Making PDF Files Accessible
A Simple Test
Try to copy the text of your PDF file and paste it into a Word document. If it looks just like you see it in your PDF file, the document is fully accessible and you’re good to go.
- Accessible Sample (PDF, 12 pages)
It’s easy to select and copy the text from this PDF, and it looks exactly the same when pasted into Word.
- Inaccessible Sample A (PDF, 47 pages)
You can’t even select the text to copy it.
- Inaccessible Sample B (PDF, 48 pages)
You can copy the text—it’s been “captured” with optical character recognition (OCR), but if you try pasting it into Word you’ll see it’s not quite right; it hasn’t been proofread.
If Your Text is Not Accessible
OCR with Windows and Office (PDF) is a wonderful step-by-step guide (with pictures) to taking an inaccessible PDF file to a fully accessible text document using Acrobat Reader (the free PDF viewer) and Microsoft Office tools.
Images, Charts, and Graphs
Remember to provide text-only descriptions of any information conveyed through images or color so that people who can't see (or can't see well) can still understand your document.
Users Don't Like PDFs
A great side effect of this procedure is that you'll have a plain text version of your document, ready to be republished in any other format, including as a plain ol' user-friendly and search engine optimized web page or site.
Jakob Nielsen, web usability expert, has put together some compelling points about how PDFs are good for printing, but not for online consumption.

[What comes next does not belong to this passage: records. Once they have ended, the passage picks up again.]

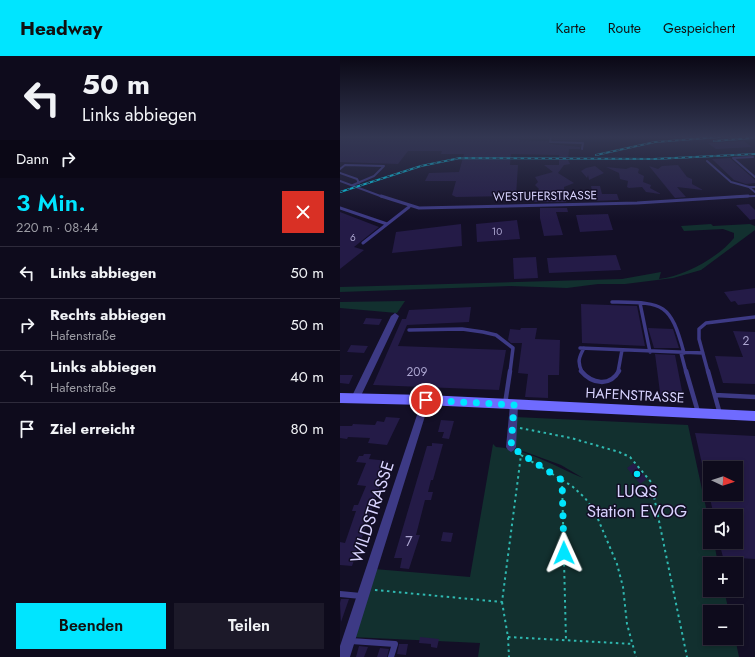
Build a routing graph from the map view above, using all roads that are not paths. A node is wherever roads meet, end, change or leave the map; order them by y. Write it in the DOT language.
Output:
graph roads {
  1 [pos="347,165"];
  2 [pos="712,165"];
  3 [pos="741,165"];
  4 [pos="340,173"];
  5 [pos="755,177"];
  6 [pos="340,181"];
  7 [pos="359,183"];
  8 [pos="352,186"];
  9 [pos="749,187"];
  10 [pos="755,187"];
  11 [pos="755,192"];
  12 [pos="755,196"];
  13 [pos="409,207"];
  14 [pos="340,208"];
  15 [pos="387,224"];
  16 [pos="363,243"];
  17 [pos="612,302"];
  18 [pos="640,303"];
  19 [pos="396,316"];
  20 [pos="755,317"];
  21 [pos="409,330"];
  22 [pos="622,350"];
  23 [pos="650,352"];
  24 [pos="683,353"];
  25 [pos="703,353"];
  26 [pos="715,395"];
  27 [pos="755,397"];
  28 [pos="340,398"];
  29 [pos="355,399"];
  30 [pos="426,400"];
  31 [pos="510,404"];
  32 [pos="698,414"];
  33 [pos="720,414"];
  34 [pos="755,416"];
  35 [pos="511,447"];
  36 [pos="364,593"];
  37 [pos="340,594"];
  38 [pos="349,641"];
  39 [pos="343,657"];
  40 [pos="391,657"];
  1 -- 7 [label="lane"];
  2 -- 9 [label="lane"];
  3 -- 5 [label="lane"];
  4 -- 7 [label="lane"];
  6 -- 8 [label="lane, WESTUFERSTRASSE"];
  7 -- 8 [label="lane"];
  8 -- 13 [label="lane, WESTUFERSTRASSE"];
  9 -- 10 [label="lane"];
  9 -- 11 [label="lane"];
  12 -- 13 [label="lane, WESTUFERSTRASSE"];
  13 -- 15 [label="lane"];
  14 -- 15 [label="lane"];
  15 -- 16 [label="lane"];
  17 -- 18 [label="lane"];
  18 -- 23 [label="lane"];
  18 -- 24 [label="lane"];
  19 -- 29 [label="street"];
  20 -- 25 [label="lane"];
  21 -- 31 [label="lane"];
  22 -- 22 [label="lane"];
  22 -- 23 [label="lane"];
  23 -- 24 [label="lane"];
  24 -- 25 [label="lane"];
  24 -- 32 [label="lane"];
  25 -- 26 [label="lane"];
  26 -- 27 [label="lane"];
  26 -- 33 [label="lane"];
  28 -- 29 [label="street, HAFENSTRASSE"];
  29 -- 30 [label="street, HAFENSTRASSE"];
  30 -- 31 [label="street, HAFENSTRASSE"];
  30 -- 36 [label="street, WILDSTRASSE"];
  31 -- 32 [label="street, HAFENSTRASSE"];
  31 -- 35 [label="street"];
  32 -- 33 [label="street, HAFENSTRASSE"];
  33 -- 34 [label="street, HAFENSTRASSE"];
  36 -- 37 [label="lane"];
  36 -- 38 [label="street, WILDSTRASSE"];
  38 -- 39 [label="street, WILDSTRASSE"];
  38 -- 40 [label="lane"];
}
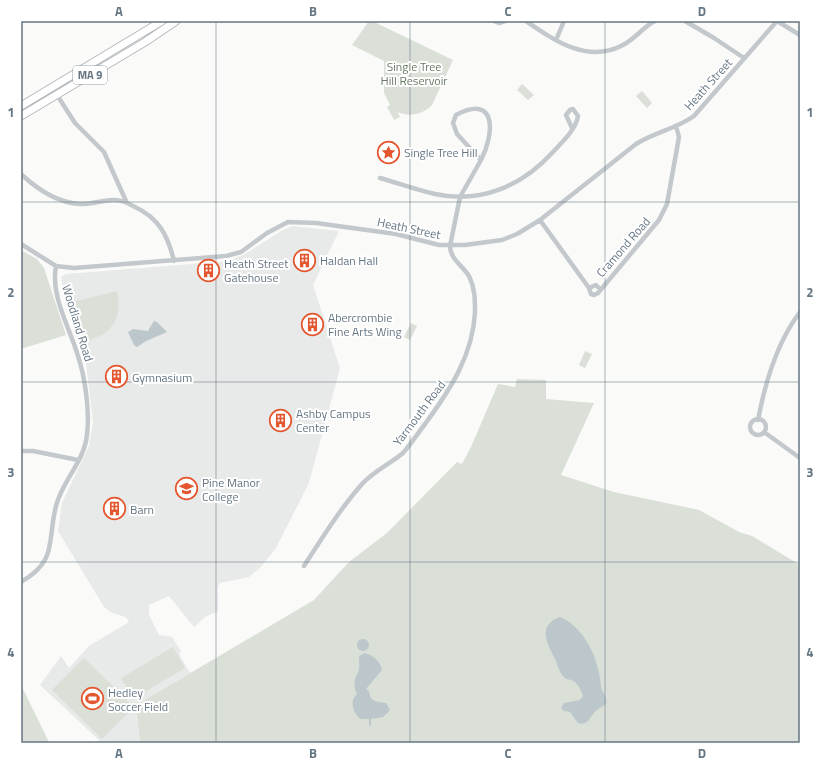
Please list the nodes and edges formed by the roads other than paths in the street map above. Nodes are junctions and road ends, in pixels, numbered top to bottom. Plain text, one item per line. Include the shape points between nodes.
1 (162, 21) edge
2 (176, 21) edge
3 (494, 21) edge
4 (505, 21) edge
5 (526, 21) edge
6 (564, 21) edge
7 (655, 21) edge
8 (685, 21) edge
9 (777, 21) edge
10 (693, 23) edge
11 (800, 35) edge
12 (556, 40) junction
13 (744, 58) junction
14 (57, 95) junction
15 (21, 106) edge
16 (21, 116) edge
17 (676, 126) junction
18 (572, 128) dead end
19 (480, 160) junction
20 (21, 174) edge
21 (380, 178) dead end
22 (460, 197) junction
23 (126, 201) junction
24 (540, 220) junction
25 (21, 244) edge
26 (450, 246) junction
27 (174, 261) junction
28 (56, 266) junction
29 (589, 288) junction
30 (600, 289) junction
31 (800, 312) edge
32 (758, 420) junction
33 (764, 432) junction
34 (21, 451) edge
35 (800, 458) edge
36 (78, 460) junction
37 (304, 566) dead end
38 (21, 582) edge

1 - 15 highway, MA 9
2 - 14 highway, MA 9
3 - 4 street
5 - 12 street
6 - 12 street
7 - 12 street via 622,46 602,52 577,50
8 - 10 street
9 - 11 street
9 - 13 street, Heath Street
10 - 13 street
13 - 17 street, Heath Street via 694,116
14 - 16 highway, MA 9
14 - 23 street via 71,118 104,152
17 - 24 street, Heath Street via 652,134 636,144
17 - 30 street, Cramond Road via 679,137 662,215
18 - 22 street via 546,160 519,181 492,193
19 - 19 street via 457,134 453,125 456,115 476,108 487,113 490,124 488,141
19 - 22 street
20 - 23 street via 54,197 69,202 79,204
21 - 22 street via 435,194
22 - 26 street
23 - 27 street via 154,218 162,227
24 - 26 street, Heath Street via 502,240
24 - 29 street
25 - 28 street, Heath Street
26 - 27 street, Heath Street via 389,233 316,223 288,222 236,254
26 - 37 street, Yarmouth Road via 454,258 468,275 475,296 471,336 457,378 403,452 362,484 329,526
27 - 28 street, Heath Street via 82,268
28 - 36 street, Woodland Road via 54,278 79,358 86,404 87,434
29 - 30 street via 596,285
29 - 30 street via 594,295
31 - 32 street via 788,329 778,351 763,394
32 - 33 street via 765,425
32 - 33 street via 751,424 751,431 757,435
33 - 35 street
34 - 36 street
36 - 38 street, Woodland Road via 58,497 47,558 38,570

In addition, PDFs are not search-engine friendly: Just Say No to Adding More PDFs to Your Website.
Acrobat Reader is a Vulnerable Application Targeted by Malicious Users
In 2011, a total of 35% of all exploit-related incidents targeted vulnerabilities in Adobe Acrobat Reader.
You can reduce your risk by using a less-targeted application like Nitro PDF Reader, but be aware that people who have heard that "PDF files are unsafe" may be wary of clicking on links to your PDFs.